== Segment start ==

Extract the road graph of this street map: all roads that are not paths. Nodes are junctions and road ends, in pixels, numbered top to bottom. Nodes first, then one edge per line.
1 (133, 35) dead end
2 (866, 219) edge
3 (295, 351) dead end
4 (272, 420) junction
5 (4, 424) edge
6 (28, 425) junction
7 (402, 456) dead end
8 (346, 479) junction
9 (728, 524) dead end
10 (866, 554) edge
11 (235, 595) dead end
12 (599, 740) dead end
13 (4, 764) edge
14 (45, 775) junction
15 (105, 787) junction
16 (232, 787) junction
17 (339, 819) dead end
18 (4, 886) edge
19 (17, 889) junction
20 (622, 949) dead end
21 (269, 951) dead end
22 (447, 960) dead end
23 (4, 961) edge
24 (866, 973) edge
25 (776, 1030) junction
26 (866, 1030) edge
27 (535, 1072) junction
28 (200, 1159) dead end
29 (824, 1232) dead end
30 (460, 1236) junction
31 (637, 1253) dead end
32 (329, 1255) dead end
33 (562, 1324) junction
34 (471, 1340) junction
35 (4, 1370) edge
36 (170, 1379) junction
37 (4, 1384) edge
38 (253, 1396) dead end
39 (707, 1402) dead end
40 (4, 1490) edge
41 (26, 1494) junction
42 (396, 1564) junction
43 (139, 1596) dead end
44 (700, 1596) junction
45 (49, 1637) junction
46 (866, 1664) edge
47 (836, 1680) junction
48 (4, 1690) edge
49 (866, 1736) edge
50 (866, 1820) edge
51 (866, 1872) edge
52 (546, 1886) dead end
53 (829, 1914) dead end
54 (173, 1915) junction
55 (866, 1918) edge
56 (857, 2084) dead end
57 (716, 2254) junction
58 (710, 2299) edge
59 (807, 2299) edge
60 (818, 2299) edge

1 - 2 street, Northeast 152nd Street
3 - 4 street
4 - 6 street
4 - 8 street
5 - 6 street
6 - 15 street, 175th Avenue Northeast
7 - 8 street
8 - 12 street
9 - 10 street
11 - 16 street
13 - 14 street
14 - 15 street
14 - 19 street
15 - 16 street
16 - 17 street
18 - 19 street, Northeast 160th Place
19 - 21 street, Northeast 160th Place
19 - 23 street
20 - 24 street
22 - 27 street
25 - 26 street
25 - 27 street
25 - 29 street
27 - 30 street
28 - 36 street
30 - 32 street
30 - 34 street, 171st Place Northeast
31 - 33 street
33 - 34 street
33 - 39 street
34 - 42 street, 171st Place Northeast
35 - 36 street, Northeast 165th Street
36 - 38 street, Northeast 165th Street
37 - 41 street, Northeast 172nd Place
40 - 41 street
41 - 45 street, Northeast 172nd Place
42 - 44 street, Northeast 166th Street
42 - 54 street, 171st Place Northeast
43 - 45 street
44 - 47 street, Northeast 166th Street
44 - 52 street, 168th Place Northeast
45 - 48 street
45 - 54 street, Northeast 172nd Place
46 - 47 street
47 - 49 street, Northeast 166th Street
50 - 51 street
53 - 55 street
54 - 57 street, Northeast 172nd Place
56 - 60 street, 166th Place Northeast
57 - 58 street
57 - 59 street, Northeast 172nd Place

== Segment end ==

#### Problem description
Go line by line through the data above and report each one that holds the string "Place".

#### Answer below
18 - 19 street, Northeast 160th Place
19 - 21 street, Northeast 160th Place
30 - 34 street, 171st Place Northeast
34 - 42 street, 171st Place Northeast
37 - 41 street, Northeast 172nd Place
41 - 45 street, Northeast 172nd Place
42 - 54 street, 171st Place Northeast
44 - 52 street, 168th Place Northeast
45 - 54 street, Northeast 172nd Place
54 - 57 street, Northeast 172nd Place
56 - 60 street, 166th Place Northeast
57 - 59 street, Northeast 172nd Place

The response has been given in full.